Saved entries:
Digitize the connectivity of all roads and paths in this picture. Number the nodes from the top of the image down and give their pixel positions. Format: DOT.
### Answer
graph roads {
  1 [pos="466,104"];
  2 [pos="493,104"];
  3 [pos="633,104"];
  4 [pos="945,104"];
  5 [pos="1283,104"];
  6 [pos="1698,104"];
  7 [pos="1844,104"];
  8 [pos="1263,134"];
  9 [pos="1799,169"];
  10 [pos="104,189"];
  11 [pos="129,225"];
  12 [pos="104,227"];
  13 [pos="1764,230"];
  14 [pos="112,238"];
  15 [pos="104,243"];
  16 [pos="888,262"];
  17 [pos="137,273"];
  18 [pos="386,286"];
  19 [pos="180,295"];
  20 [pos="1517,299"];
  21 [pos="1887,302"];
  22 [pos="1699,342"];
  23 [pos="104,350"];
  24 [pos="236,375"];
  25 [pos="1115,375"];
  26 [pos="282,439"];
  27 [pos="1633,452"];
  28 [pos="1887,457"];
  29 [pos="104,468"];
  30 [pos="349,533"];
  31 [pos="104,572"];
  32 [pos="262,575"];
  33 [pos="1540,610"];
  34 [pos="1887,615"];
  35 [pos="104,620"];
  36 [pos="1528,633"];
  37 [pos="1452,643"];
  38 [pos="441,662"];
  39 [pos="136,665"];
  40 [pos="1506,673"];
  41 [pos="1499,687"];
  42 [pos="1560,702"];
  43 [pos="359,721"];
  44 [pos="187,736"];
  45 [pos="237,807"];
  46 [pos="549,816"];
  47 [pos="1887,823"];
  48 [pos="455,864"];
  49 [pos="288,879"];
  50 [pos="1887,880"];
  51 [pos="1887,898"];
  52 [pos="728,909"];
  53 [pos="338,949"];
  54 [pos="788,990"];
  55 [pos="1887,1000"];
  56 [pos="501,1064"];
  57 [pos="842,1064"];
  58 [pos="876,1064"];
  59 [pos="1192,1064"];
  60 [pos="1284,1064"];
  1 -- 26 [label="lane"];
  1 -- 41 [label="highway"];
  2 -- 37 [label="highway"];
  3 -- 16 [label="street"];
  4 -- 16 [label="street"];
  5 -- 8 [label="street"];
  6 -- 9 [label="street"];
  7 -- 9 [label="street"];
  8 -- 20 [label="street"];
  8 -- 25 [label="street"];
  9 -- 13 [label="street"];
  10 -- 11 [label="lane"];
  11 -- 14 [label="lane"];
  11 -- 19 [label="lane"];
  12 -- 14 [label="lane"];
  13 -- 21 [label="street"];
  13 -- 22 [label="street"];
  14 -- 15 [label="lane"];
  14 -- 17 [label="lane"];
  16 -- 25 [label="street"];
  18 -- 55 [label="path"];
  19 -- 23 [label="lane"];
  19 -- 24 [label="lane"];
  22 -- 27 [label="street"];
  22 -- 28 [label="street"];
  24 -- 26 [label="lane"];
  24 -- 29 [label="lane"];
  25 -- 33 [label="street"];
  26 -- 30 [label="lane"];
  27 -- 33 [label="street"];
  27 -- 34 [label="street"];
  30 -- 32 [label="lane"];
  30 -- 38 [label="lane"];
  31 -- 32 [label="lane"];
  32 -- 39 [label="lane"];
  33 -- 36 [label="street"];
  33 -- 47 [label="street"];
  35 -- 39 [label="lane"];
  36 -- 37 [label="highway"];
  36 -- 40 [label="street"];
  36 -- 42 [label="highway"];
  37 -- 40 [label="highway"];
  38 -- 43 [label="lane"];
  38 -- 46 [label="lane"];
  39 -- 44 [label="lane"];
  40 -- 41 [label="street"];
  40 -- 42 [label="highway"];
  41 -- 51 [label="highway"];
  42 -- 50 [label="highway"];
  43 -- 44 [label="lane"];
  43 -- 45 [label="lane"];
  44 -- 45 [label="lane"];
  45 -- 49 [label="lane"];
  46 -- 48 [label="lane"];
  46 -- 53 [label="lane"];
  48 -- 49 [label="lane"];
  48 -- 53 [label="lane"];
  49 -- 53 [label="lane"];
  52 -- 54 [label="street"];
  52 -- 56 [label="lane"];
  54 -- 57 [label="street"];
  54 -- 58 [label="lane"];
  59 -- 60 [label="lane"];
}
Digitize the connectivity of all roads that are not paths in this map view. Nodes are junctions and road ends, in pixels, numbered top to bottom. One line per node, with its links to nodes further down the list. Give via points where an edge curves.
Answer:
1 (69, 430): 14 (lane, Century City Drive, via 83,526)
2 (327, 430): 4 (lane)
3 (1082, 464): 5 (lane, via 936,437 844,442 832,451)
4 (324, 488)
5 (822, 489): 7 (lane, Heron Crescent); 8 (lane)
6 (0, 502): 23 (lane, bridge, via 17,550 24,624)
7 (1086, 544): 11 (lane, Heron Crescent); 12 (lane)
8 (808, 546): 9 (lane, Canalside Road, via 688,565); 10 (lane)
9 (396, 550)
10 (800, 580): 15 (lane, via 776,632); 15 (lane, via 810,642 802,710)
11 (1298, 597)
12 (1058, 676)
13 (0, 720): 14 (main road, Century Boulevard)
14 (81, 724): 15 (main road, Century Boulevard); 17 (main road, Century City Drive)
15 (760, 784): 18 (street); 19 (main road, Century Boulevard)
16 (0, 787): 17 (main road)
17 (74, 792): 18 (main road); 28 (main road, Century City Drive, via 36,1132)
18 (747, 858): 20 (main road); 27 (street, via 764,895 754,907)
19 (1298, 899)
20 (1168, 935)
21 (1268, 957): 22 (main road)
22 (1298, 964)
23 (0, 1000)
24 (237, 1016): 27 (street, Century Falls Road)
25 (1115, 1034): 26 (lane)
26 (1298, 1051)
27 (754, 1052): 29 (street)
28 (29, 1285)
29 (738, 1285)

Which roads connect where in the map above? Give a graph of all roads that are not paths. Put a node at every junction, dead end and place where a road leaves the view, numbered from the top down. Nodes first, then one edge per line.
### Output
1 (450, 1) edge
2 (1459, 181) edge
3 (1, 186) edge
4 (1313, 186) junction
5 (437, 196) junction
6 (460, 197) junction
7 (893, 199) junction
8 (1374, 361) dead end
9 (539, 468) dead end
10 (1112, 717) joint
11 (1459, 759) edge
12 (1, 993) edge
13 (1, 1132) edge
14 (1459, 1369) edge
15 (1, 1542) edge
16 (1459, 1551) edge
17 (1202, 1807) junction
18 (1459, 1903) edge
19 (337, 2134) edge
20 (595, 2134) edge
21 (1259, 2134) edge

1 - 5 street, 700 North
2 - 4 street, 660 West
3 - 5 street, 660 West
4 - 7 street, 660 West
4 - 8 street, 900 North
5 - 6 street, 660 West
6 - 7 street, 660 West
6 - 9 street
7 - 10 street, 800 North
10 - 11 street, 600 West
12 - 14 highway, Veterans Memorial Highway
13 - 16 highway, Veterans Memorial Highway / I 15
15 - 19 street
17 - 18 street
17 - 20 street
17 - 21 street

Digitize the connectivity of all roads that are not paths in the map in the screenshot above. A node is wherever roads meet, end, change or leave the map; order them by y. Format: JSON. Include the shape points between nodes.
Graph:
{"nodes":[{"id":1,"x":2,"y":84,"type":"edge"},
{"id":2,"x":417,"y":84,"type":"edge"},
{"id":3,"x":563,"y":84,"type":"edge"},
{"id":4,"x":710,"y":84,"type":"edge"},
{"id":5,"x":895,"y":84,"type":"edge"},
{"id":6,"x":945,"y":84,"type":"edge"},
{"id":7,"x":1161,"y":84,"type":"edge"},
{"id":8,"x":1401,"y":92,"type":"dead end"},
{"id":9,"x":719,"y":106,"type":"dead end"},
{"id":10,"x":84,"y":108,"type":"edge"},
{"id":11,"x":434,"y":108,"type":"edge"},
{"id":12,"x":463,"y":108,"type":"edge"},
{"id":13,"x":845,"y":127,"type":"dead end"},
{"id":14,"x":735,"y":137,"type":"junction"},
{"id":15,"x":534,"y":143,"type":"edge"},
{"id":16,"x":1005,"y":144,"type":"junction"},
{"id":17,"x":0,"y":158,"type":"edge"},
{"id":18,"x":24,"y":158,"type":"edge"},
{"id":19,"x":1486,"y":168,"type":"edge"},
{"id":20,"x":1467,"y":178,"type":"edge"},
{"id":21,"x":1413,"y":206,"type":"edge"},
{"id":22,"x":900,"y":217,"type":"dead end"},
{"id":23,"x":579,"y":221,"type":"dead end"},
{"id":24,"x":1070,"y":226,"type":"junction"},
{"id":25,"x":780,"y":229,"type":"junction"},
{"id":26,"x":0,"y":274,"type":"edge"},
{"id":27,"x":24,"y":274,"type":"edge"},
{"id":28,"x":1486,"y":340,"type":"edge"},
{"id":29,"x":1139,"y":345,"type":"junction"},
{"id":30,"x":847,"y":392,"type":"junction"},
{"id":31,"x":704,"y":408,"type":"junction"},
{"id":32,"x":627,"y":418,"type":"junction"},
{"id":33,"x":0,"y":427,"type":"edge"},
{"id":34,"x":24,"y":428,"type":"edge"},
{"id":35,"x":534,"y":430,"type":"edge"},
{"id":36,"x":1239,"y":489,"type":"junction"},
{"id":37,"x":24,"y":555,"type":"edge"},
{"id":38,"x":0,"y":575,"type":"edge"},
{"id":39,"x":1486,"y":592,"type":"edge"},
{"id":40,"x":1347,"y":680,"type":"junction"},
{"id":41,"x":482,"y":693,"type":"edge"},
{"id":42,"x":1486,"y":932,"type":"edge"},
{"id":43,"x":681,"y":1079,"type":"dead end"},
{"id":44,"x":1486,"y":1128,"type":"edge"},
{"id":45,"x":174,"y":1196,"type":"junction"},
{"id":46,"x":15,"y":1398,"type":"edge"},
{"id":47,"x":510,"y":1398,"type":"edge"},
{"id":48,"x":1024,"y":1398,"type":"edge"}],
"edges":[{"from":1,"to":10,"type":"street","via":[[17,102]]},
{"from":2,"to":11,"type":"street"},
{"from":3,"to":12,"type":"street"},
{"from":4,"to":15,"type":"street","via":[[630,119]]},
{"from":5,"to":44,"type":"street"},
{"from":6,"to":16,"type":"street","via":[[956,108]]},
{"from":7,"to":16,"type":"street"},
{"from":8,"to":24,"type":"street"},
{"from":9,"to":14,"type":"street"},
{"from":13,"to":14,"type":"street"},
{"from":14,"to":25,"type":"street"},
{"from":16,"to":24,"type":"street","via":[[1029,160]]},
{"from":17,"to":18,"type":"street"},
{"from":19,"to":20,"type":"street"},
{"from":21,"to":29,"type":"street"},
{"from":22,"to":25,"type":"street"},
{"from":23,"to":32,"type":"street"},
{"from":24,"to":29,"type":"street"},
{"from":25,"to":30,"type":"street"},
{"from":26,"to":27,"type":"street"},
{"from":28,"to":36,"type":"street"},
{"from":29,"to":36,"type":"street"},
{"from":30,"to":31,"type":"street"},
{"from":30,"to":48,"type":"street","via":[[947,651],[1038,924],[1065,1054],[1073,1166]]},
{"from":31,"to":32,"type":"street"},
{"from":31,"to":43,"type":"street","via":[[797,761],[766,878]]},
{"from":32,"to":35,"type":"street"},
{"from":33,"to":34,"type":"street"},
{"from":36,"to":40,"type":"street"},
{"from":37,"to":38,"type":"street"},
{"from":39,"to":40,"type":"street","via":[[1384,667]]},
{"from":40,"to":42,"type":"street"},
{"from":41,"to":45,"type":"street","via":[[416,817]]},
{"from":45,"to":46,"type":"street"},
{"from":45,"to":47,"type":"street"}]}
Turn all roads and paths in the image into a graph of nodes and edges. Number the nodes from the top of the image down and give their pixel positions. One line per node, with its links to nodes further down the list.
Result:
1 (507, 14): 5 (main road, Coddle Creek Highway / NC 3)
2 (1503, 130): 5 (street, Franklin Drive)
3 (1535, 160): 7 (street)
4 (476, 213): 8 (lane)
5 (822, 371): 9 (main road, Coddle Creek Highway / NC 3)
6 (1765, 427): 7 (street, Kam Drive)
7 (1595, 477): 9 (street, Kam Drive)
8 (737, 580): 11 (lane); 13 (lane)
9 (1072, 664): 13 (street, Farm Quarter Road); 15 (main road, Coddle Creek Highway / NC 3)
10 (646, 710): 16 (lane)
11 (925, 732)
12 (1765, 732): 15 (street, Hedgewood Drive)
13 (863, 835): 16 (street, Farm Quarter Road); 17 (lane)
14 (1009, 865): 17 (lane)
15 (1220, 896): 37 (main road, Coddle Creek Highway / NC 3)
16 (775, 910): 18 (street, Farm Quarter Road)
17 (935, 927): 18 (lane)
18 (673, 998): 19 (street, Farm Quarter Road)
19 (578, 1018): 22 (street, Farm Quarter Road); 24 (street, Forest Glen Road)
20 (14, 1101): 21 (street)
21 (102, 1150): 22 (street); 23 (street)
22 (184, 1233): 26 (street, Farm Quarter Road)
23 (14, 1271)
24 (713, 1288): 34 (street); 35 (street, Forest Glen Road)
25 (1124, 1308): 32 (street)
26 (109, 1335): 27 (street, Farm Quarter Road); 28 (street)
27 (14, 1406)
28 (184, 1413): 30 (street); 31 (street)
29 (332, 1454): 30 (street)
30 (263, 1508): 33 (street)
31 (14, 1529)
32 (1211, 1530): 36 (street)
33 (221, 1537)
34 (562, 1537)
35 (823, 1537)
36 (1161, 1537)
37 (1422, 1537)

▸ Work order:
Copy every line of the entries in which "connectivity" can be found.

▸ Response box:
Digitize the connectivity of all roads and paths in this picture. Number the nodes from the top of the image down and give their pixel positions. Format: DOT.
Digitize the connectivity of all roads that are not paths in this map view. Nodes are junctions and road ends, in pixels, numbered top to bottom. One line per node, with its links to nodes further down the list. Give via points where an edge curves.
Digitize the connectivity of all roads that are not paths in the map in the screenshot above. A node is wherever roads meet, end, change or leave the map; order them by y. Format: JSON. Include the shape points between nodes.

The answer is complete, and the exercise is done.